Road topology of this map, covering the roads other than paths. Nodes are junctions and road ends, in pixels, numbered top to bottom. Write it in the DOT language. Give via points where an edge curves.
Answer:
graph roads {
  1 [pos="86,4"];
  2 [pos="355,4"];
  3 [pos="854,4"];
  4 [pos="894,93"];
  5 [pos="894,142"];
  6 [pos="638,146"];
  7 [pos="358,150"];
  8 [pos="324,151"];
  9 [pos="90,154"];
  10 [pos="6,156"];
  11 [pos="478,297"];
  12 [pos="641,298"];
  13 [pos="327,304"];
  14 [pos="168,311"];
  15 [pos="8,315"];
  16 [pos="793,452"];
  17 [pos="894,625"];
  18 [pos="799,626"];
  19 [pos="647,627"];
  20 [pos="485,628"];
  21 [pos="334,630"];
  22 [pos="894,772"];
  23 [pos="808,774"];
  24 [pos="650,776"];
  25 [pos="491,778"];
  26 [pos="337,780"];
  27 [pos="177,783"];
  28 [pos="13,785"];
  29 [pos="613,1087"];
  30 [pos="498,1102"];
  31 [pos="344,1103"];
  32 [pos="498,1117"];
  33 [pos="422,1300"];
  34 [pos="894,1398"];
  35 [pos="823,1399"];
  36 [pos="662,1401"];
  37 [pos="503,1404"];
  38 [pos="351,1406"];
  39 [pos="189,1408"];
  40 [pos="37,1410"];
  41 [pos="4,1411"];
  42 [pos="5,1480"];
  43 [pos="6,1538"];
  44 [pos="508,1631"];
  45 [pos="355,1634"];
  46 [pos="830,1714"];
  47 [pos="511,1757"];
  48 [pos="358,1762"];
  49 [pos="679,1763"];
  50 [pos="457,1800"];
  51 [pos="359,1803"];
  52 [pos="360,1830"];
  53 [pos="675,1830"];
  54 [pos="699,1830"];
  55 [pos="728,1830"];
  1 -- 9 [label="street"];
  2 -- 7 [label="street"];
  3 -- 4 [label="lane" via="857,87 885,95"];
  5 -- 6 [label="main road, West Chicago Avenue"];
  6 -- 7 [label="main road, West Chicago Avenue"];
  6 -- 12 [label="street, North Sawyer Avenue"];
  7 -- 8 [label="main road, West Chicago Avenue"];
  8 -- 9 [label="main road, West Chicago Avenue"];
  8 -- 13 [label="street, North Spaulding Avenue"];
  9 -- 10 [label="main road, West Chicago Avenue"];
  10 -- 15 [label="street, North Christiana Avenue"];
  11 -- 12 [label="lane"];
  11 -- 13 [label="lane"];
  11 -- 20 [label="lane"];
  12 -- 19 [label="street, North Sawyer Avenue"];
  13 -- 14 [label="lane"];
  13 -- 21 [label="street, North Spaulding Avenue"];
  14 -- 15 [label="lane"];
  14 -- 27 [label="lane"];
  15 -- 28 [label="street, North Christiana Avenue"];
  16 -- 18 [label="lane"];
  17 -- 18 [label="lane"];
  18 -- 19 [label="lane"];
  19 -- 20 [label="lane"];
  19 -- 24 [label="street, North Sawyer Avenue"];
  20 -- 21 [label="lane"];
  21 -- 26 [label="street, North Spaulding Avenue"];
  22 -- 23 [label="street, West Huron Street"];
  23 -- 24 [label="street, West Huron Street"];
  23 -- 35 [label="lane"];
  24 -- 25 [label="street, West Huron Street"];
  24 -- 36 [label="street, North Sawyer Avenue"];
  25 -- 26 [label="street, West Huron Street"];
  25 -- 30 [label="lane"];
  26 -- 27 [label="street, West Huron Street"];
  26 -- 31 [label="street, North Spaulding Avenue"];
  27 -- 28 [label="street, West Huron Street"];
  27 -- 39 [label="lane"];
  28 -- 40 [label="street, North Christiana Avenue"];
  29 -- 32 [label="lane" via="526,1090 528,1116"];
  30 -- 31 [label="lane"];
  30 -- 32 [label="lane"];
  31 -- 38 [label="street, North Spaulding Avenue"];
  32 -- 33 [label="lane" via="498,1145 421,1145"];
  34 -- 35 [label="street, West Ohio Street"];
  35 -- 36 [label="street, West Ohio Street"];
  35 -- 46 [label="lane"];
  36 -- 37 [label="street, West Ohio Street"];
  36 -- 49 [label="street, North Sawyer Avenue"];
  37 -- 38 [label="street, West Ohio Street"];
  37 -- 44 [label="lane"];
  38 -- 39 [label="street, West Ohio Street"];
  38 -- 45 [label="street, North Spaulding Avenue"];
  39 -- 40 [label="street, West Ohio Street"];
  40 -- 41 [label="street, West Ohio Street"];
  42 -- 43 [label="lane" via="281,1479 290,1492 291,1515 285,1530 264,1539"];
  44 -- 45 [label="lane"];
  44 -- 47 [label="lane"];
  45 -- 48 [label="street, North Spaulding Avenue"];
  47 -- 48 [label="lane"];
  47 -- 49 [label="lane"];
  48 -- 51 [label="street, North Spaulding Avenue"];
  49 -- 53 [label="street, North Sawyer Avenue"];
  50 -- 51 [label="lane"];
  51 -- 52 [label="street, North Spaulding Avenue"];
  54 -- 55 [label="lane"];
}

**EXERCISE AIM**. If a line above includes the string "Sawyer", pick it out.

**EXPECTED OUTPUT**.
  6 -- 12 [label="street, North Sawyer Avenue"];
  12 -- 19 [label="street, North Sawyer Avenue"];
  19 -- 24 [label="street, North Sawyer Avenue"];
  24 -- 36 [label="street, North Sawyer Avenue"];
  36 -- 49 [label="street, North Sawyer Avenue"];
  49 -- 53 [label="street, North Sawyer Avenue"];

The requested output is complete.